4. Add your new FF copy to the Dock

  • in Finder, navigate to FF Proxied (or whatever you named yours), and drag it onto the Dock

5. Test it

  • click your "new app" on the Dock

Upsides

  • separate app instances
  • separate visual identities (icons, labels)
  • provides a fairly durable and concept-limited container for groups of websites
  • I no longer hunt for open tabs anymore (yes I used the switch to tab feature before this, but that doesn't solve the concept-grouping need)
  • better than all the tab and window organizer extensions I've tried on both FF and Chrome

Downsides

  • more disk space consumed
  • each copy will prompt you update when new versions come (but each copy does index update only its own copy)
  • the overhead of running multiple FF instances
  • you have to set up preferences from scratch for each FF copy
    • I tried copying prefs folders, but they appear to have baked in whatever path they were created on, annoyingly

Other options I tried

  • Platypus: no joy; it's meant for CLI scripts, not GUI apps
  • Script Editor: same experience as @Nickolay (above)
  • Firefox's Multi-Account Containers extension?

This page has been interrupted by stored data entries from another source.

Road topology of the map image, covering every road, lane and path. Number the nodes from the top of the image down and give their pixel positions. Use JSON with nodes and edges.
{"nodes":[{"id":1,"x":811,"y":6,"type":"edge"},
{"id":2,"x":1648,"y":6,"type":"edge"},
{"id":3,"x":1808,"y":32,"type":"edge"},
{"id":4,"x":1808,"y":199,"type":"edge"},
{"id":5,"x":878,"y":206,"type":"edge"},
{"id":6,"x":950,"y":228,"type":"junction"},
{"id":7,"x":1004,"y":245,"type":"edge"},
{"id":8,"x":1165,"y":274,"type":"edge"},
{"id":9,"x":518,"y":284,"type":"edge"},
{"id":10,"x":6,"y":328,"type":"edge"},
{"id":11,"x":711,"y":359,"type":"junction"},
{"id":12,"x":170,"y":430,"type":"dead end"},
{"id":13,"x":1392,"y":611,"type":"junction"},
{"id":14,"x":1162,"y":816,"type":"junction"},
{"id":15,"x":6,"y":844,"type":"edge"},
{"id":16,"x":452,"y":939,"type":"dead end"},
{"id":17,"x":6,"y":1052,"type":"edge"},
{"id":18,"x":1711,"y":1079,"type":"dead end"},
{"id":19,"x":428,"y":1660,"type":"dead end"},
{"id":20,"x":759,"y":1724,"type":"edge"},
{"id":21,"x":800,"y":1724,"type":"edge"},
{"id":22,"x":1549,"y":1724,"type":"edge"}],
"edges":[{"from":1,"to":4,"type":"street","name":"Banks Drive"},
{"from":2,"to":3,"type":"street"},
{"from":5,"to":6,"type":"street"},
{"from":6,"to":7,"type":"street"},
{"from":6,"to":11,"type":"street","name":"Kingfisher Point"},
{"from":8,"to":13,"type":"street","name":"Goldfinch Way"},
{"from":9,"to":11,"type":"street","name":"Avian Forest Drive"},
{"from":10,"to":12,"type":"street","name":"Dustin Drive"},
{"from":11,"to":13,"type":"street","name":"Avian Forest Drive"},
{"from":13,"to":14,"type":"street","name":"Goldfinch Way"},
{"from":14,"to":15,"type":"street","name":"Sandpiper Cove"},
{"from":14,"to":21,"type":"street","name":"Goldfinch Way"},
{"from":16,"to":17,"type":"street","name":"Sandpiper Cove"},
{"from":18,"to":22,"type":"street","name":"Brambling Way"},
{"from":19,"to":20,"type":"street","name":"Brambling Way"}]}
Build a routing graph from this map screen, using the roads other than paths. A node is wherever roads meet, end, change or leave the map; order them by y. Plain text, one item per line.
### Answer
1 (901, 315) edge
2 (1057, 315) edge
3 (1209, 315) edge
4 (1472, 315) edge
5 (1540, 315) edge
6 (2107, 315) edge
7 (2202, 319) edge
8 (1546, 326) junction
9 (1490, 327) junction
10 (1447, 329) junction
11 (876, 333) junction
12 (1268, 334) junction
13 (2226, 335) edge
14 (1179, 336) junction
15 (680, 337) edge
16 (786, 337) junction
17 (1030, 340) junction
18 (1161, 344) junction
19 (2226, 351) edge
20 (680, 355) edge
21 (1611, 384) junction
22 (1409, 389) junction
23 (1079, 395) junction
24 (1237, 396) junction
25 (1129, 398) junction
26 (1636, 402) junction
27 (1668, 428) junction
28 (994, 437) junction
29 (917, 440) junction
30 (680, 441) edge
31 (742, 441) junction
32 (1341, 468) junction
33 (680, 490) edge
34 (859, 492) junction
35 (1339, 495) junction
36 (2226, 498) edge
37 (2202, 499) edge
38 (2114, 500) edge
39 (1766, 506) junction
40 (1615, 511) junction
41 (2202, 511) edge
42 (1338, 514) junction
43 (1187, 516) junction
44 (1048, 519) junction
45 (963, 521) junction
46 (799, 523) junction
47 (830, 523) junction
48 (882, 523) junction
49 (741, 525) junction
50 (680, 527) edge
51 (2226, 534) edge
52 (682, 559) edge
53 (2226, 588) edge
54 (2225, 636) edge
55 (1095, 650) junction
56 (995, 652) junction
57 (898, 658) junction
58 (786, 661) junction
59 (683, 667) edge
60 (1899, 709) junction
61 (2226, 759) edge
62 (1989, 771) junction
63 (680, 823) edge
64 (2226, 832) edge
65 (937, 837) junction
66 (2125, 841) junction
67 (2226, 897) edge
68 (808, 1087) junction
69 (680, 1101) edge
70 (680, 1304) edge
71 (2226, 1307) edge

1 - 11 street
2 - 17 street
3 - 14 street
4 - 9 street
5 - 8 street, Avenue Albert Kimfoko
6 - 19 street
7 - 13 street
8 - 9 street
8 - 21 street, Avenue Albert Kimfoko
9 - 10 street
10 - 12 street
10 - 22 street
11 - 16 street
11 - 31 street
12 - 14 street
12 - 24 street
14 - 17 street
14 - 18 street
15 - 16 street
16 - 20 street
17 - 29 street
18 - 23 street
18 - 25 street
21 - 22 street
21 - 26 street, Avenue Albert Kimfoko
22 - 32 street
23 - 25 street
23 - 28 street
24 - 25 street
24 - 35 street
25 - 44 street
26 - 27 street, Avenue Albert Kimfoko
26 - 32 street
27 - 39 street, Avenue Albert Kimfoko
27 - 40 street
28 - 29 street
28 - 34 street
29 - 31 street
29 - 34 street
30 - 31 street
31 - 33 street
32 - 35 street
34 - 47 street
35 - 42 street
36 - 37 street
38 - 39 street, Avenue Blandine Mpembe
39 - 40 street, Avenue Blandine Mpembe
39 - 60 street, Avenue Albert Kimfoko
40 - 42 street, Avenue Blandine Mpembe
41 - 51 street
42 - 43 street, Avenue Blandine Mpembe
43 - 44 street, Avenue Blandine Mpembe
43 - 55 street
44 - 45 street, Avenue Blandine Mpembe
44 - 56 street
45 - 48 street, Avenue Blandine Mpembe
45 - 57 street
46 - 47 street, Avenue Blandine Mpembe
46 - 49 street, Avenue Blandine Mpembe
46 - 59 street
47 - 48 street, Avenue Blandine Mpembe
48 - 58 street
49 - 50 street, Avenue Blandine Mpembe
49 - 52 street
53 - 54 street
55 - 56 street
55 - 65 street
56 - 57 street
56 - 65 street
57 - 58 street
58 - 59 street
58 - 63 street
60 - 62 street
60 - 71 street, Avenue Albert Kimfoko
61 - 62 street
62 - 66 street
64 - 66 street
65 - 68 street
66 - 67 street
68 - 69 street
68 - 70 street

Not in my experience, because-
    • a domain name can belong only to a single container
    • therefore having several gmail.com's open doesn't work very well
    • opening new tabs for a container is awkward
    • the extension doesn't seem to manage cookie separation very well, and sometimes I find that a site I logged into on one tab, will not be logged in when I visit the same site in a new tab
  • Symlinking all but the menubar label file (FF Coding.app/Contents/Resources/en.lproj/InfoPlist.strings)
    • This runs into a weird bug where Firefox cannot access files under symlinked folders, e.g. .../Content/Resources/omni.ja (zipfile archive apparently containing Firefox's JS chrome code)
    • see my attempt at a Firefox symlinker script here
    • If the symlink bug was fixed, symlinked clones of Firefox would mainly cost the diskspace for the .icns file, folders & symlinks, and InfoPlist.strings

All corrections & suggestions will be appreciated.